The character of the place shifts completely depending on where you point yourself. The main valley is fingery and technical — slabby sport routes on compact grey limestone, mostly around 30 metres, well bolted and well worn by the thousands of climbers who visit each season. Go further up the valley and the angle steepens: you’re into the Hidden Valley territory of tufas, pockets and overhangs at Wild Side, the sector with the highest concentration of hard routes in the entire province. Above everything sits The Divino, a diamond-shaped wall that dominates the skyline and demands a different level of commitment altogether.
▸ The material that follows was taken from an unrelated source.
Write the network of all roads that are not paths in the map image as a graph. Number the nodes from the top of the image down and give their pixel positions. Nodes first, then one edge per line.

It is rarely a quiet crag by Costa Blanca standards, but the valley is large enough that you can usually find solitude if you’re willing to walk. In the busy October–March season you’ll share the main sectors with climbers from across Northern Europe — it remains, as UKC puts it, the most popular area in the Costa Blanca.
Main Valley — Slabs, Verticals & Overhangs
The central spine of the Sella valley is where most visiting climbers spend most of their time. A superb series of south-facing walls and buttresses line the main ridge — sunny in winter, hot by May. The climbing here is primarily fingery and technical: grey limestone slabs, low-angled walls with pockets and crimps, routes mostly in the 5s, 6s and low 7s. Everything is well bolted.
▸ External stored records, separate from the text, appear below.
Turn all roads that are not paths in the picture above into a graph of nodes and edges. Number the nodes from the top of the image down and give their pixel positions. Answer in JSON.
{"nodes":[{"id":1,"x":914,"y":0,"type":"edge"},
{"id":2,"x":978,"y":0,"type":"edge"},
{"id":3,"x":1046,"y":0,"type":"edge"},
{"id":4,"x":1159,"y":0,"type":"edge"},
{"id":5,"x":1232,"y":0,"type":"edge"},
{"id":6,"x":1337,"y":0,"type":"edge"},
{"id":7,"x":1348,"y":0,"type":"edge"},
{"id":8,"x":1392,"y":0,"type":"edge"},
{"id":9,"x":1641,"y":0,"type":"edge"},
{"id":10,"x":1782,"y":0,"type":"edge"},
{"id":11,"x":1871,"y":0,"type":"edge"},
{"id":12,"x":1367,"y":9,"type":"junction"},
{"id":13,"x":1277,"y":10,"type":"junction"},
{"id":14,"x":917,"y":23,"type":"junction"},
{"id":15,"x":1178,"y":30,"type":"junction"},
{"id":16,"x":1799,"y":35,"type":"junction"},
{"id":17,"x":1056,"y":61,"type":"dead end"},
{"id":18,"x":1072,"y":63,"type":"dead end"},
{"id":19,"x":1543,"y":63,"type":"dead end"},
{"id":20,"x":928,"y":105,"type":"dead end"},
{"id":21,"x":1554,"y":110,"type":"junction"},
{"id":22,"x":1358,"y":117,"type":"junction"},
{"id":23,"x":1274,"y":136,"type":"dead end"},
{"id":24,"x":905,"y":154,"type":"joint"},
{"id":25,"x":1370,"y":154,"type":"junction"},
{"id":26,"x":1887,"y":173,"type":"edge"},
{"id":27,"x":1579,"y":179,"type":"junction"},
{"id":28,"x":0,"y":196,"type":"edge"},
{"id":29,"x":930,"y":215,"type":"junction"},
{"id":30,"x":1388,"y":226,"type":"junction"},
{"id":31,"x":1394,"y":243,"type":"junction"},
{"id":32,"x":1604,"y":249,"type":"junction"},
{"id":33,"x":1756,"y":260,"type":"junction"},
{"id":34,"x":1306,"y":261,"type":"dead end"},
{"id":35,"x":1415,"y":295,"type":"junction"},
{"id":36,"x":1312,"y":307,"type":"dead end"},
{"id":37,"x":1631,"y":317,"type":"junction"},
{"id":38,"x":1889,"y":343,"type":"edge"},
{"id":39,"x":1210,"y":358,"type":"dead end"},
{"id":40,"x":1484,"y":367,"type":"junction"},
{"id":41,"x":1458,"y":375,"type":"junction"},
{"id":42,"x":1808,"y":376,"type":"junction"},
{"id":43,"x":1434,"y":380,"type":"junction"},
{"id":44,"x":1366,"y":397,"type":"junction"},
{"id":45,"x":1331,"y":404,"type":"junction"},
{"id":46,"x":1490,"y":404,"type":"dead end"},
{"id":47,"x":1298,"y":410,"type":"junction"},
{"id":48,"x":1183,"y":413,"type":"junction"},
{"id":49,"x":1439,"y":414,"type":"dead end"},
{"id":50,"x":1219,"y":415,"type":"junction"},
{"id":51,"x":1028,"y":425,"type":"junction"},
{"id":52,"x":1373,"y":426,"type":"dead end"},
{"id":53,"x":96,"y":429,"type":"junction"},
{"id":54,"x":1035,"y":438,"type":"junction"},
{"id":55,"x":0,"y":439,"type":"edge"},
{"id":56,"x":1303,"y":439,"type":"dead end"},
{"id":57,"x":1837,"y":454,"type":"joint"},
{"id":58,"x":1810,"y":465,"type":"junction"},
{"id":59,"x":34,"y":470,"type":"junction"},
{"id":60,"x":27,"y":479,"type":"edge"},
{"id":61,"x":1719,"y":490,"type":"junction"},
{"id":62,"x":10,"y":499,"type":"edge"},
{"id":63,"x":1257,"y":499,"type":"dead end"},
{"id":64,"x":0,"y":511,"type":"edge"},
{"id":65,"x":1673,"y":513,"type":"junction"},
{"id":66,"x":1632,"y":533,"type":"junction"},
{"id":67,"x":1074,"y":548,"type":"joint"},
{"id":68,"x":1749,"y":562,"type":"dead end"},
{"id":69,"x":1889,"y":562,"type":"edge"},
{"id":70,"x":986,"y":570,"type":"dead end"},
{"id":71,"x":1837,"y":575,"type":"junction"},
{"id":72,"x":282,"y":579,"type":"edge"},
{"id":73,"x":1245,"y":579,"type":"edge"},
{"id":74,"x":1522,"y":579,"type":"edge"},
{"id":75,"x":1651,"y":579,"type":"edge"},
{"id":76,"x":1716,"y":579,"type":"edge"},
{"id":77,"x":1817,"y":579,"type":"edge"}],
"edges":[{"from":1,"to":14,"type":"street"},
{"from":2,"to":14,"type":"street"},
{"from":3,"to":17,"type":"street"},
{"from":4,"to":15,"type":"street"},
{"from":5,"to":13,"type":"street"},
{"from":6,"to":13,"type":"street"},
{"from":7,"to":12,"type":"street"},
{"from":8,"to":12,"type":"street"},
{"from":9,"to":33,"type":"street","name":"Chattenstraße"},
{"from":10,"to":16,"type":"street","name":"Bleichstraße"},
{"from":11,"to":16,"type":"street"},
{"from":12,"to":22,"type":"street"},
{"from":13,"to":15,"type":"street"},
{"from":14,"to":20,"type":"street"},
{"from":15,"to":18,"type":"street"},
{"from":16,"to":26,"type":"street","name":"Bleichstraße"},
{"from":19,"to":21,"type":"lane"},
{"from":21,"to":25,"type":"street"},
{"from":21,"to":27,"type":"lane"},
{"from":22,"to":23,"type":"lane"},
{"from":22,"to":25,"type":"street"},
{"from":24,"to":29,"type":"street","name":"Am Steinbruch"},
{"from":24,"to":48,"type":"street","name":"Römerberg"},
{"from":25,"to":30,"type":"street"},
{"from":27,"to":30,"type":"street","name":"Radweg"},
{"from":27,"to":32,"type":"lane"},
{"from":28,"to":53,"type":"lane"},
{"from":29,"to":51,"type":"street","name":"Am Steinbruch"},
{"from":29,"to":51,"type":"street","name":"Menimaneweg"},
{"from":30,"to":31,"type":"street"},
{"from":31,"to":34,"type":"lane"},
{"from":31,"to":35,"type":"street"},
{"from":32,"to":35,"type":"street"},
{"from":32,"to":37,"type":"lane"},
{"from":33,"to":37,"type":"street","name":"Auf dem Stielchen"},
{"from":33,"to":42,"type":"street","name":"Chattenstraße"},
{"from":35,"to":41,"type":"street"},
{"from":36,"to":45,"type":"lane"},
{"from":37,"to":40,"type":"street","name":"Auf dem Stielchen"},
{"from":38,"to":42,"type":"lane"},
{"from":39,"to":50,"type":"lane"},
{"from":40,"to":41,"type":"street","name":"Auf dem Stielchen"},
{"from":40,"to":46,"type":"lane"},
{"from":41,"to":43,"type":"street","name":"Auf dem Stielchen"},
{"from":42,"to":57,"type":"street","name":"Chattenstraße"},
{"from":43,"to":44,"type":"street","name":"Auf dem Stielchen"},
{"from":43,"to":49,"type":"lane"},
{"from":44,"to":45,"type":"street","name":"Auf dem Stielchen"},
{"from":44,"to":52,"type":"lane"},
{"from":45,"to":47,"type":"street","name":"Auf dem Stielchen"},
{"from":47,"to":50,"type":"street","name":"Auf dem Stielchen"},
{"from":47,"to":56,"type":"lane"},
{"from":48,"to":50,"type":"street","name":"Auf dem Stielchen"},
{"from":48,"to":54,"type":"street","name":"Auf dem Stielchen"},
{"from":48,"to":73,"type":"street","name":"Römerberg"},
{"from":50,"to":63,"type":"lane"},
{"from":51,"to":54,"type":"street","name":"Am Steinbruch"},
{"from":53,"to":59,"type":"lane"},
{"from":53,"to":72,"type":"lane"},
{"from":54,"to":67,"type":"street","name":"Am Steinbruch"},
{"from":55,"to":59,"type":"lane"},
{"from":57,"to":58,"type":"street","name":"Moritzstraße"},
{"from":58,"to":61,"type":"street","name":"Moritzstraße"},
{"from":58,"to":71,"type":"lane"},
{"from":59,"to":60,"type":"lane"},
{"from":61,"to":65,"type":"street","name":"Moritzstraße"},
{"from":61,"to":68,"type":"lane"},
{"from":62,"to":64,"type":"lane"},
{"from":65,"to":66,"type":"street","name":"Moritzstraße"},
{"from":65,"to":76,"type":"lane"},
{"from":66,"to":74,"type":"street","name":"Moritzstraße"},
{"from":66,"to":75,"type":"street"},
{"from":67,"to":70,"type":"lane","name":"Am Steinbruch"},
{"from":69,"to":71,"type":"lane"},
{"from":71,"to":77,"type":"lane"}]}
Cabeza de Rino is the first crag you encounter on entering the valley, sitting right next to Pas del Goleró parking. Short, powerful, mainly overhanging routes. On the far right a section of easier slabs provides some accessible warm-up lines. Crucially, it faces north — which makes it the only main valley sector that works well in summer heat. One to remember for hot afternoons.
Culo de Rino follows the road to the second parking area: slabs and vertical walls on good quality limestone. Some routes here are polished from heavy traffic — check community notes on theCrag before committing to a project. This is a perfect winter sector, catching sun all day. El Cajón de Cuartos sits just off to the side — a great beginner crag, mainly slabs, accessible grades, and a good place to put a nervous leader at ease.
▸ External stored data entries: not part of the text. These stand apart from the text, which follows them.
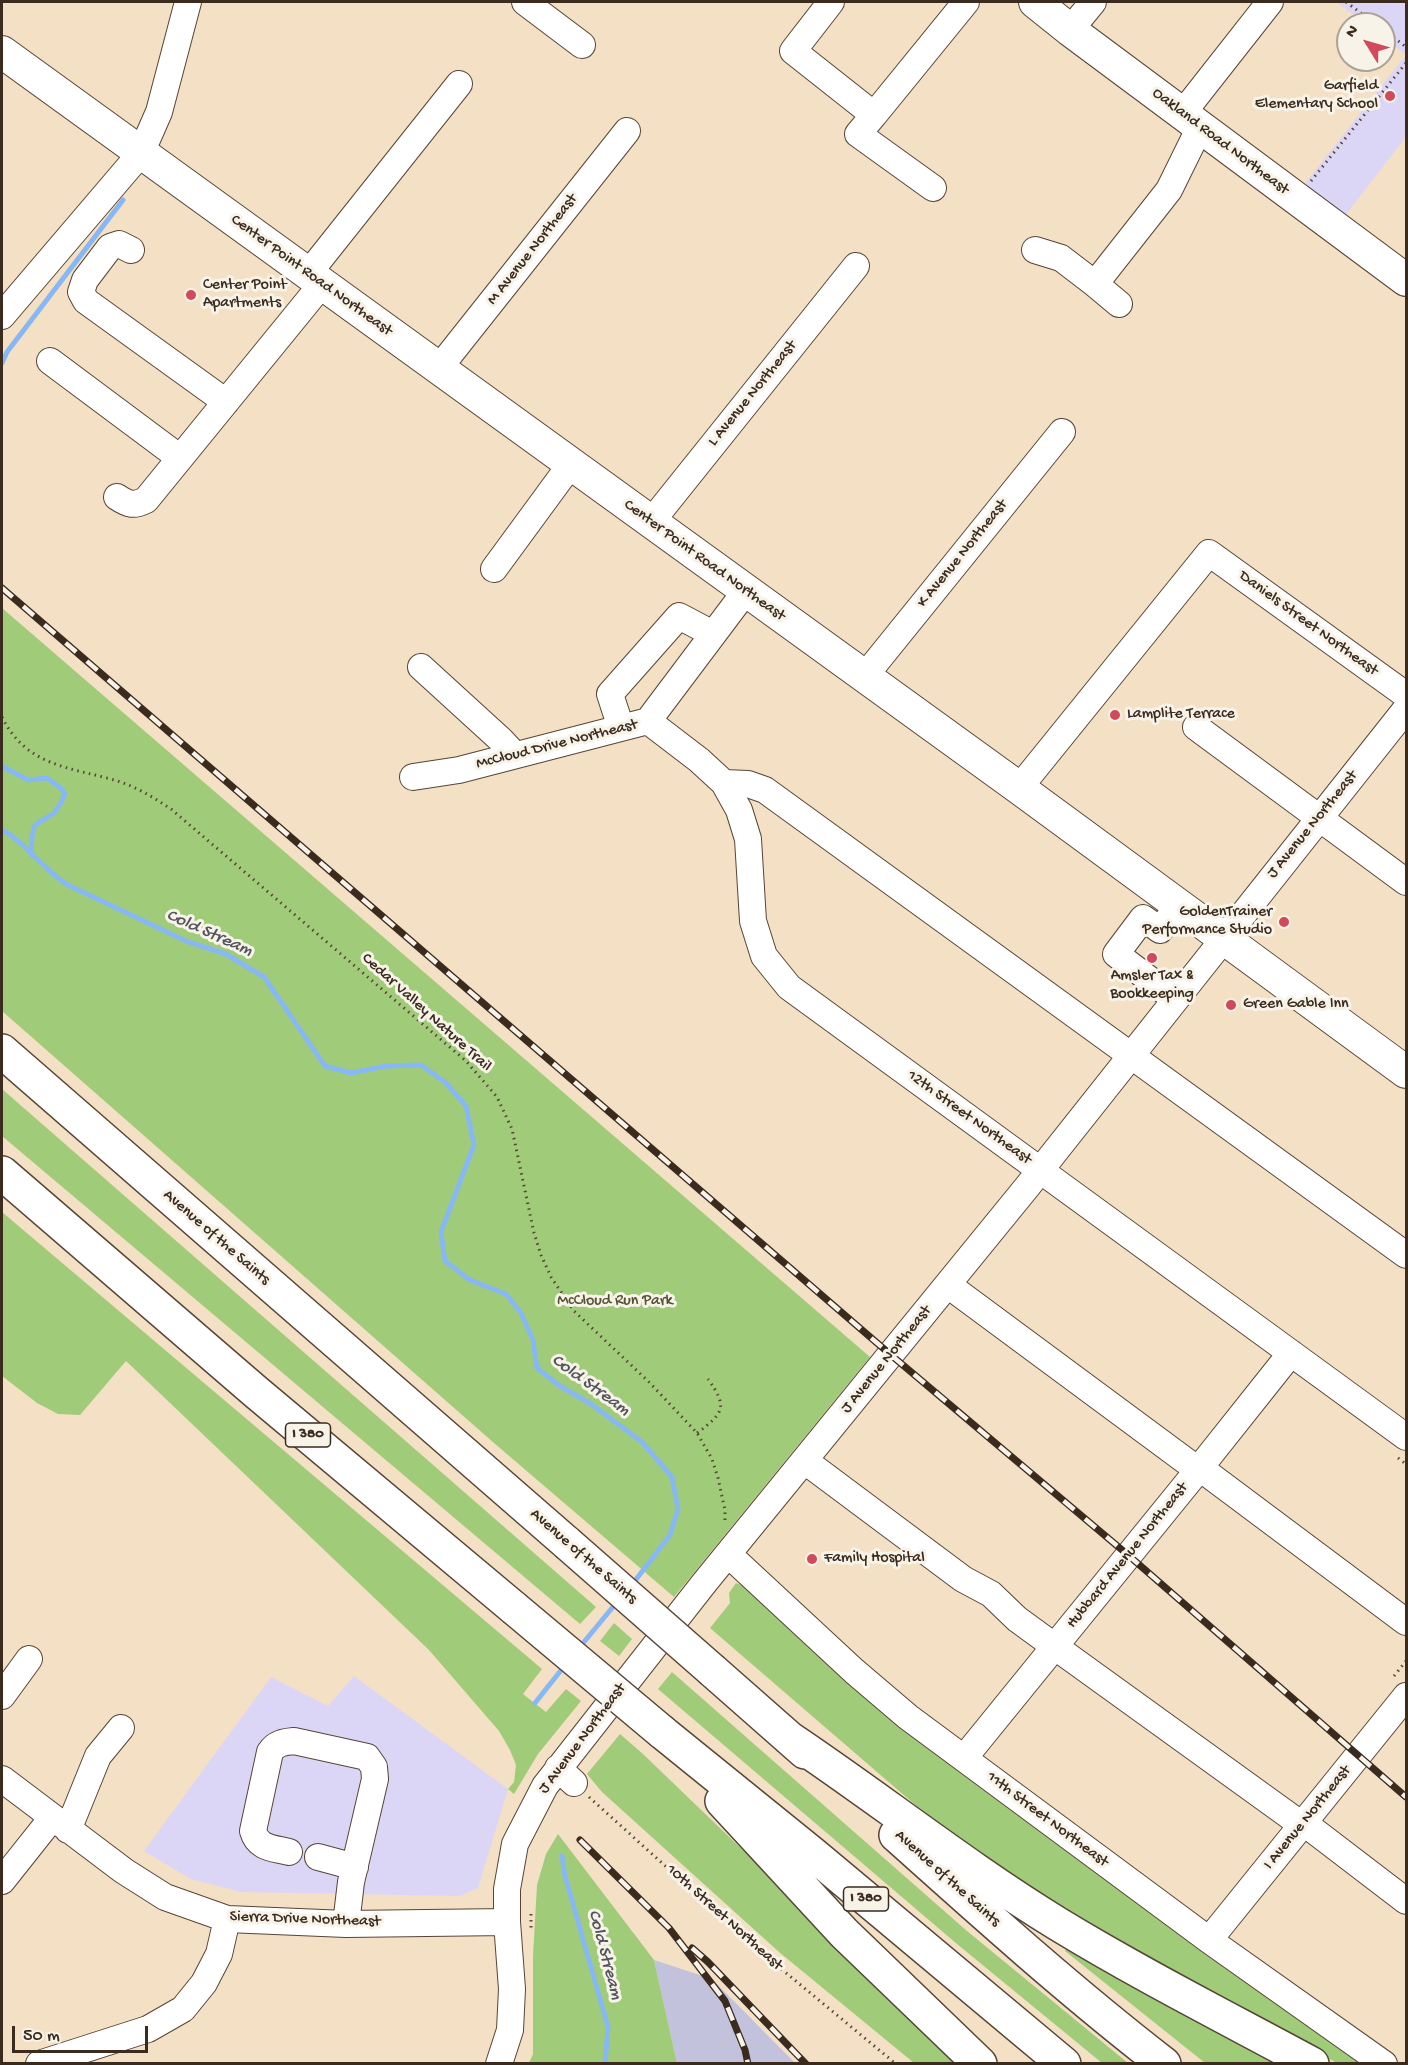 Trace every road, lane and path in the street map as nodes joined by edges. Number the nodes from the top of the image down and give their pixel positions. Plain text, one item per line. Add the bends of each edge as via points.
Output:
1 (188, 2) edge
2 (525, 2) edge
3 (831, 2) edge
4 (966, 2) edge
5 (1035, 2) edge
6 (1093, 2) edge
7 (1270, 2) edge
8 (1346, 2) edge
9 (1360, 12) edge
10 (1070, 30) junction
11 (582, 45) dead end
12 (2, 52) edge
13 (1407, 63) edge
14 (459, 84) dead end
15 (874, 115) junction
16 (1191, 121) junction
17 (627, 131) dead end
18 (141, 153) junction
19 (1306, 187) dead end
20 (933, 188) dead end
21 (131, 250) dead end
22 (1035, 250) dead end
23 (856, 266) dead end
24 (315, 279) junction
25 (1407, 280) edge
26 (1095, 285) junction
27 (1119, 304) dead end
28 (2, 316) edge
29 (50, 361) dead end
30 (439, 368) junction
31 (226, 402) junction
32 (1062, 432) dead end
33 (180, 458) junction
34 (571, 464) junction
35 (117, 497) dead end
36 (651, 522) junction
37 (494, 569) dead end
38 (745, 592) junction
39 (713, 634) junction
40 (422, 667) dead end
41 (864, 677) junction
42 (1407, 695) edge
43 (1407, 709) edge
44 (2, 717) edge
45 (648, 721) junction
46 (1196, 727) dead end
47 (621, 728) junction
48 (515, 755) junction
49 (413, 777) dead end
50 (724, 783) junction
51 (1019, 788) junction
52 (1319, 817) junction
53 (1407, 882) edge
54 (1178, 906) junction
55 (1222, 939) junction
56 (1175, 999) junction
57 (2, 1046) edge
58 (2, 1051) edge
59 (1131, 1054) junction
60 (1407, 1072) edge
61 (32, 1077) junction
62 (1040, 1170) junction
63 (2, 1173) edge
64 (1407, 1255) edge
65 (948, 1285) junction
66 (1291, 1353) junction
67 (708, 1379) dead end
68 (697, 1433) junction
69 (1407, 1437) edge
70 (805, 1461) junction
71 (1199, 1469) junction
72 (724, 1526) dead end
73 (728, 1554) junction
74 (1407, 1622) edge
75 (1054, 1646) junction
76 (29, 1659) dead end
77 (2, 1696) edge
78 (1407, 1696) edge
79 (121, 1728) dead end
80 (664, 1734) junction
81 (789, 1738) junction
82 (964, 1758) junction
83 (566, 1776) junction
84 (2, 1779) edge
85 (60, 1824) junction
86 (1303, 1824) junction
87 (289, 1852) dead end
88 (318, 1857) dead end
89 (355, 1867) junction
90 (2, 1881) edge
91 (1407, 1901) edge
92 (530, 1912) dead end
93 (227, 1920) junction
94 (507, 1922) junction
95 (346, 1923) junction
96 (531, 1933) dead end
97 (1209, 1940) junction
98 (39, 2064) edge
99 (499, 2064) edge
100 (896, 2064) edge
101 (980, 2064) edge
102 (1064, 2064) edge
103 (1164, 2064) edge
104 (1312, 2064) edge
105 (1383, 2064) edge

1 - 18 street via 159,112
2 - 11 street
3 - 15 street via 793,51
4 - 15 street
5 - 10 main road, Oakland Road Northeast
6 - 10 street
7 - 16 street
8 - 9 path
10 - 16 main road, Oakland Road Northeast
12 - 18 main road, Center Point Road Northeast
13 - 19 path
14 - 24 street
15 - 20 street via 858,134
16 - 25 main road, Oakland Road Northeast
16 - 26 street via 1170,190
17 - 30 street, M Avenue Northeast
18 - 24 main road, Center Point Road Northeast
18 - 28 street
21 - 31 street via 119,244 110,247 85,280 81,292 86,301
22 - 26 street via 1061,258
23 - 36 street, L Avenue Northeast
24 - 30 main road, Center Point Road Northeast
24 - 31 street
26 - 27 street
29 - 33 street
30 - 34 main road, Center Point Road Northeast
31 - 33 street
32 - 41 street, K Avenue Northeast
33 - 35 street via 146,500 136,505
34 - 36 main road, Center Point Road Northeast
34 - 37 street
36 - 38 main road, Center Point Road Northeast
38 - 39 street, McCloud Drive Northeast
38 - 41 main road, Center Point Road Northeast
39 - 45 street, McCloud Drive Northeast
39 - 47 street via 679,616 610,694
40 - 48 street
41 - 51 main road, Center Point Road Northeast
42 - 51 street, Daniels Street Northeast via 1209,553
43 - 52 street, J Avenue Northeast
44 - 68 path, Cedar Valley Nature Trail via 22,744 53,765 138,789 171,810 474,1069 497,1096 512,1129 534,1233 551,1277 574,1311
45 - 47 street, McCloud Drive Northeast
45 - 50 street, 12th Street Northeast
46 - 52 street
47 - 48 street, McCloud Drive Northeast
48 - 49 street, McCloud Drive Northeast
50 - 59 street via 748,784 765,790
50 - 62 street, 12th Street Northeast via 739,810 748,839 753,921 764,956 789,987
51 - 54 main road, Center Point Road Northeast
52 - 53 street
52 - 55 street, J Avenue Northeast
54 - 55 main road, Center Point Road Northeast
54 - 56 street via 1160,930 1143,918 1116,954
55 - 56 street, J Avenue Northeast
55 - 60 main road, Center Point Road Northeast
56 - 59 street, J Avenue Northeast
57 - 61 highway
58 - 61 highway, Avenue of the Saints
59 - 62 street, J Avenue Northeast
59 - 64 street
61 - 81 highway, Avenue of the Saints, bridge
62 - 65 street, J Avenue Northeast
62 - 66 street, 12th Street Northeast
63 - 80 highway, I 380, bridge
65 - 70 street, J Avenue Northeast
65 - 71 street
66 - 69 street, 12th Street Northeast
66 - 71 street, Hubbard Avenue Northeast
67 - 68 path via 719,1395 720,1408 714,1420
68 - 72 path, Cedar Valley Nature Trail via 718,1478
70 - 73 street, J Avenue Northeast
70 - 75 street via 963,1579 991,1594
71 - 74 street
71 - 75 street, Hubbard Avenue Northeast
73 - 82 street, 11th Street Northeast via 854,1671
73 - 83 street, J Avenue Northeast
75 - 82 street, Hubbard Avenue Northeast
75 - 86 street
76 - 77 street
78 - 86 street, I Avenue Northeast
79 - 85 street via 98,1756
80 - 101 highway via 844,1933
80 - 102 highway, I 380
81 - 103 highway, Avenue of the Saints via 982,1911
81 - 104 highway via 1058,1924
82 - 97 street, 11th Street Northeast
83 - 94 street, J Avenue Northeast via 535,1802 515,1844 507,1888
83 - 100 path, 10th Street Northeast via 756,1948
84 - 85 street, Sierra Drive Northeast
85 - 90 street
85 - 93 street, Sierra Drive Northeast via 165,1897
86 - 91 street
86 - 97 street, I Avenue Northeast
87 - 89 street via 262,1846 253,1831 270,1752 277,1744 294,1741 366,1757 374,1767 375,1779
88 - 89 street
89 - 95 street
92 - 96 path
93 - 95 street, Sierra Drive Northeast
93 - 98 street via 219,1954 204,1983 183,2009 148,2029
94 - 95 street, Sierra Drive Northeast
94 - 99 street, J Avenue Northeast via 512,1989 510,2030
97 - 105 street, 11th Street Northeast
Sector Competición is one of the highlights of the main valley. Long, sustained, steep and technical routes — fingery climbing at its best. If the slabs aren’t doing it for you, start here. It’s consistently rated one of the best sectors at Sella. Techo del Rhino nearby offers a distinctive big roof feature with technical climbing underneath — if you want your heart rate up, the roof itself is the line to try.
Marion is a sunnier wall with classic multi-pitch options and views across the valley — a good rest-day choice when you want height without maximum commitment. The sector complex from Ojo de Odra/Final through to Bear/Doggy Guantanamo/Sunrise adds another 90+ routes to the right side of the main valley, including some beginner-friendly lines and steeper fingery climbing further along.
El Elefante is worth a mention for its history — one of the oldest crags in the valley, with a distinctive blank grey limestone face. The climbing is mainly steep slabs, technical and demanding. Routes run up to 40 metres, so bring an 80 m rope. It sits off its own short dirt road from the main valley road, with parking and a brief walk in.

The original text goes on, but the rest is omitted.